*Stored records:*
***

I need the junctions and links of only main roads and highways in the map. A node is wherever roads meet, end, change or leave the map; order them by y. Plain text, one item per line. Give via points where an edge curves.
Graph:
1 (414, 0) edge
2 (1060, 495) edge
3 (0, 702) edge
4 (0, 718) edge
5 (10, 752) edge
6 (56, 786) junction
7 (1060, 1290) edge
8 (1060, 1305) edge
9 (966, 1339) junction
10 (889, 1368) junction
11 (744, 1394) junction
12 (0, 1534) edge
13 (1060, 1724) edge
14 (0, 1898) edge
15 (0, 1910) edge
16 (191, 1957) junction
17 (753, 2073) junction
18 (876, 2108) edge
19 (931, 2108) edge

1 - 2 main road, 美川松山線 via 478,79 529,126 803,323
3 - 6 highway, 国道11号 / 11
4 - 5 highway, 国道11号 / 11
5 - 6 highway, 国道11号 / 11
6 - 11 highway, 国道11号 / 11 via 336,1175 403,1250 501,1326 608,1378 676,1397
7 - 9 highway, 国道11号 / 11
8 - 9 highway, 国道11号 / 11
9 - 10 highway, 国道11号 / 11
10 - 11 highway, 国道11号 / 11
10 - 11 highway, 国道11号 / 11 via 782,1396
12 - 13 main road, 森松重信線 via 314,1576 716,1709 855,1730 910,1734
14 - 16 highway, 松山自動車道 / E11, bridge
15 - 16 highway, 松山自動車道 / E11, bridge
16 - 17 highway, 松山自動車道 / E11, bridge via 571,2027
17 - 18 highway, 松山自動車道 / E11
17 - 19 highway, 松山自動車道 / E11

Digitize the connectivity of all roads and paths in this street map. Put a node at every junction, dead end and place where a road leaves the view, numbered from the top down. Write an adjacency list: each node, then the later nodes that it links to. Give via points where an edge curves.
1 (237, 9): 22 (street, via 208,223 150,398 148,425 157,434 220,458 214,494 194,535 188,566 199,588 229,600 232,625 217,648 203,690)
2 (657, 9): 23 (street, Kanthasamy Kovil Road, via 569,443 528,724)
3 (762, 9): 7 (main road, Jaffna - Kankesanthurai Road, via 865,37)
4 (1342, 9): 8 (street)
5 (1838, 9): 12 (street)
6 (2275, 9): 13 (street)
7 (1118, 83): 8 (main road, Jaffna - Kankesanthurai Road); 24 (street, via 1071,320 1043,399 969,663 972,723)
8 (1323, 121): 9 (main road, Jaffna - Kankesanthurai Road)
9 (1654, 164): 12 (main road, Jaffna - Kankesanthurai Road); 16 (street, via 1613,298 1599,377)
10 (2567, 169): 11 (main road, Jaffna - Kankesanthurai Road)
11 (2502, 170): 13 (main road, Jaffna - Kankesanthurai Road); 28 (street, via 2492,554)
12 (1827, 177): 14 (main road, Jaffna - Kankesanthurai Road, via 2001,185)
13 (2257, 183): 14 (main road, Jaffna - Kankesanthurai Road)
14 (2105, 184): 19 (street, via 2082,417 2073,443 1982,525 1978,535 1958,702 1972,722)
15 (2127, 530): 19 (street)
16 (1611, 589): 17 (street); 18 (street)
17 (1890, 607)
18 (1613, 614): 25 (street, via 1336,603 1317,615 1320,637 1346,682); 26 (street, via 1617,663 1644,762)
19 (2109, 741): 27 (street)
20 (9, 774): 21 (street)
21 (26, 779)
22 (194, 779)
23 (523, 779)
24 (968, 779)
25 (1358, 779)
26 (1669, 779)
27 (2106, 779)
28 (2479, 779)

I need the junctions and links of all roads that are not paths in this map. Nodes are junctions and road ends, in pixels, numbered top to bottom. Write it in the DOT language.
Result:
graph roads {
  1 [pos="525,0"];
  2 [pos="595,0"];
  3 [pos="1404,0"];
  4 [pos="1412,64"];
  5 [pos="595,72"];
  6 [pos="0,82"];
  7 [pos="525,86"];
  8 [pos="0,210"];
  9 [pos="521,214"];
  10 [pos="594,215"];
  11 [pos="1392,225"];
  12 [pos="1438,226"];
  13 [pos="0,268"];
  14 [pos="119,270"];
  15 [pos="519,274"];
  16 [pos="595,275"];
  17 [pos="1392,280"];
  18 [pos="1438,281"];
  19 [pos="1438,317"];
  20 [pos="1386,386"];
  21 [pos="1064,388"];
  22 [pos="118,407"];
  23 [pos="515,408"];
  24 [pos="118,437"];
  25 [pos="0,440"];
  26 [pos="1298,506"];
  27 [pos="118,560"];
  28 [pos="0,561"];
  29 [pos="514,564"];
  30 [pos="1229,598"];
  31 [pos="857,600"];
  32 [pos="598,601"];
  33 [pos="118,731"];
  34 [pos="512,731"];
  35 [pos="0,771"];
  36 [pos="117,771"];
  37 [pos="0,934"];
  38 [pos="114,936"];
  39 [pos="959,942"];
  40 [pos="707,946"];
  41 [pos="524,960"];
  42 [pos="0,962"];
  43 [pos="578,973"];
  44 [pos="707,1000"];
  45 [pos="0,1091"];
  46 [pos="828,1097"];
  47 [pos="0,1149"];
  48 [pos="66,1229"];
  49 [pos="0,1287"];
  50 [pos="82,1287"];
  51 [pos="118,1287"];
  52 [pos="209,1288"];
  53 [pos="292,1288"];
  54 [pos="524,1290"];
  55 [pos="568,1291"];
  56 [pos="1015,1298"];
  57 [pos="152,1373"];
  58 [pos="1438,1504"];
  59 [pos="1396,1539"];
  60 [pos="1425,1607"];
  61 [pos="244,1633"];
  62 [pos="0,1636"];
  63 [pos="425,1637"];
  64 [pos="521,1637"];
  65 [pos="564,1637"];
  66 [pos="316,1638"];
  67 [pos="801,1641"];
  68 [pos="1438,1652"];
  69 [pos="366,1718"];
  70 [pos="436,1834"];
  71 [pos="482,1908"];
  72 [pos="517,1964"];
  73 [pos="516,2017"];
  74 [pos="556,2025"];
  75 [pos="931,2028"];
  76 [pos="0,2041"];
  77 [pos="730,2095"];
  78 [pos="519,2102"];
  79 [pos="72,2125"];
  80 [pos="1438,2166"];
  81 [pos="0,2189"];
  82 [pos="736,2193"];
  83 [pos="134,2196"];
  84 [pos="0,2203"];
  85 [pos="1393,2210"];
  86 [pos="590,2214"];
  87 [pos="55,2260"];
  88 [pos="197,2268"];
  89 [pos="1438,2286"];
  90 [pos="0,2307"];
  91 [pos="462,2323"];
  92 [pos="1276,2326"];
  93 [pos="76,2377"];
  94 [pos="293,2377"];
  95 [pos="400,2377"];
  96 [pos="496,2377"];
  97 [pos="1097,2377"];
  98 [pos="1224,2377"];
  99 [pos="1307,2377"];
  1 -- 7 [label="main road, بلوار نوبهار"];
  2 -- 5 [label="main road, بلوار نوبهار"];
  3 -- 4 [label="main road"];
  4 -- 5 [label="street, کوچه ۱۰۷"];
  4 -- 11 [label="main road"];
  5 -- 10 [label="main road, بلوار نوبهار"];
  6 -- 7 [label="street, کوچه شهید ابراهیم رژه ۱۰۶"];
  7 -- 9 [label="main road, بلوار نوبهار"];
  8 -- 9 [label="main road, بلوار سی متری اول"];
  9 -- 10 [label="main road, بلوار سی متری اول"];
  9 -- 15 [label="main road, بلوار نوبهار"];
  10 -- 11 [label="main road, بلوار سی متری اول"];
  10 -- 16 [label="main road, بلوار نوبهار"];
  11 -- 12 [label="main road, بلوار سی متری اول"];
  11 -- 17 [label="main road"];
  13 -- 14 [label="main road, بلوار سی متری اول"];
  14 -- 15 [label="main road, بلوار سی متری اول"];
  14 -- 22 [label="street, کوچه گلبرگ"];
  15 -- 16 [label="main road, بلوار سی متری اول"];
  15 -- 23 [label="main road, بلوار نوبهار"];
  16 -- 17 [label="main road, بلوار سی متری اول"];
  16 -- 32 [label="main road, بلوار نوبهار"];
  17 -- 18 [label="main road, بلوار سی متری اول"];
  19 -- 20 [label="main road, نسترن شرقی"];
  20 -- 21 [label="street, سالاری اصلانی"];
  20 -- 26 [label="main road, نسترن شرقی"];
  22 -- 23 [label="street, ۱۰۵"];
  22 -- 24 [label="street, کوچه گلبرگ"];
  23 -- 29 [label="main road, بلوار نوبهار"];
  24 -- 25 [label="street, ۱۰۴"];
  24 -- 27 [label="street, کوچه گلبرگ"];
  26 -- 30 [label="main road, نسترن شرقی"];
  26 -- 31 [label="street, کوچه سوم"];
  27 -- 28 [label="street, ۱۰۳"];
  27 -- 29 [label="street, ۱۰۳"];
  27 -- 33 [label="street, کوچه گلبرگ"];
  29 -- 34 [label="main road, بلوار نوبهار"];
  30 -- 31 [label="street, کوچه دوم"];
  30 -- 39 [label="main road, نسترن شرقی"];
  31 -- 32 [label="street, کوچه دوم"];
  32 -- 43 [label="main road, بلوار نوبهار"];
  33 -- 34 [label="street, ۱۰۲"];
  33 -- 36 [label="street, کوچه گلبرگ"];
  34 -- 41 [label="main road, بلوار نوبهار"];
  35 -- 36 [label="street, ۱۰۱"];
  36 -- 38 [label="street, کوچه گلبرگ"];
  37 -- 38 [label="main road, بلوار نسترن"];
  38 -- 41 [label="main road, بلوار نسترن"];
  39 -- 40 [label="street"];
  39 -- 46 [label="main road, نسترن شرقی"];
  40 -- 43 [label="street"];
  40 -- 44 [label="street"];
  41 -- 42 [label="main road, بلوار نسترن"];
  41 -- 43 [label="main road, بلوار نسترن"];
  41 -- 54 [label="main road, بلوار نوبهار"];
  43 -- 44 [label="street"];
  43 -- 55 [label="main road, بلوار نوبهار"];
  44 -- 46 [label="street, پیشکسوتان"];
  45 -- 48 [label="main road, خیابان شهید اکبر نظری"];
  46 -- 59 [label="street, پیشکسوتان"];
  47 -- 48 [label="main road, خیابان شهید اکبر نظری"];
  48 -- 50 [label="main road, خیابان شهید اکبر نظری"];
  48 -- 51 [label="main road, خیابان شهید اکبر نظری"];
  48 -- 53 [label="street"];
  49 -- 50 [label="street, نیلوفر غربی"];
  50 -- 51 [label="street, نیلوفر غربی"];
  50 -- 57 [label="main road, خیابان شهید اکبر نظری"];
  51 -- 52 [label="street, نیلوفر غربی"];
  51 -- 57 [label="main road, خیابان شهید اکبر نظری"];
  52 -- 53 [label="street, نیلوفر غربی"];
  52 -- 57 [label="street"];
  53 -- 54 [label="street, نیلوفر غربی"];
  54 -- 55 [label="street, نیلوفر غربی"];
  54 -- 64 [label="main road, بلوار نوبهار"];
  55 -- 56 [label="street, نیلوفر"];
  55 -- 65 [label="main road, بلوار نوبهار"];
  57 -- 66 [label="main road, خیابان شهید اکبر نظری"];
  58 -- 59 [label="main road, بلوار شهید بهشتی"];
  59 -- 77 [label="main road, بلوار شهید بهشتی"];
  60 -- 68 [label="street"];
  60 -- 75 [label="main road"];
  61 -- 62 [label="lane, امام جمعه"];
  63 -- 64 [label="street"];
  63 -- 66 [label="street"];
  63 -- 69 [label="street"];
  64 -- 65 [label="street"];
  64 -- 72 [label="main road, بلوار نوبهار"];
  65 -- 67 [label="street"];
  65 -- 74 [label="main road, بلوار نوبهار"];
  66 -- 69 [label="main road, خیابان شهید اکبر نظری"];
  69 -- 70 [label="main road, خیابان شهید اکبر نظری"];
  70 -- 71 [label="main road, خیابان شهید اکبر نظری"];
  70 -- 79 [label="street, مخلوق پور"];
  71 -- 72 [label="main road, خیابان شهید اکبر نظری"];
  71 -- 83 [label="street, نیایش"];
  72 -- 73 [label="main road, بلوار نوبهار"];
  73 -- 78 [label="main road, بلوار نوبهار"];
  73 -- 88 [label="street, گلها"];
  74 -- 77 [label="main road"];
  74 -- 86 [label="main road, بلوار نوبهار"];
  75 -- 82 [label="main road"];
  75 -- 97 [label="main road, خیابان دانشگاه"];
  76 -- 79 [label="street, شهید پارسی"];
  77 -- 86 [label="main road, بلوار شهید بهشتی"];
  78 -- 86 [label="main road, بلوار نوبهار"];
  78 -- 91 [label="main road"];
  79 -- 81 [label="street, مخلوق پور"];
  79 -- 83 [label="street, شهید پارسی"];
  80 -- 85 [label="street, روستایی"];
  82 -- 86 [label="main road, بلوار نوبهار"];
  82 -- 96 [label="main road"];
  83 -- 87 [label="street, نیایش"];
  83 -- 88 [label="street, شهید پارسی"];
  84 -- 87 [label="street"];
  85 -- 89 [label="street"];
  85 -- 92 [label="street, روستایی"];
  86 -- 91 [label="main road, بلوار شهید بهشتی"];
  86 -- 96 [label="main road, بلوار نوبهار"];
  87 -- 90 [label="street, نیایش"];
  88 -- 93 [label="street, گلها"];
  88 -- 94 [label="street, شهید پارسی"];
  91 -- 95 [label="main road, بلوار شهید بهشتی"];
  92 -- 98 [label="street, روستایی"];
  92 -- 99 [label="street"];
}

***

*Task to complete:*
Pick out and copy the lines of the entries that hold the string "پارسی".

*Finished task:*
  76 -- 79 [label="street, شهید پارسی"];
  79 -- 83 [label="street, شهید پارسی"];
  83 -- 88 [label="street, شهید پارسی"];
  88 -- 94 [label="street, شهید پارسی"];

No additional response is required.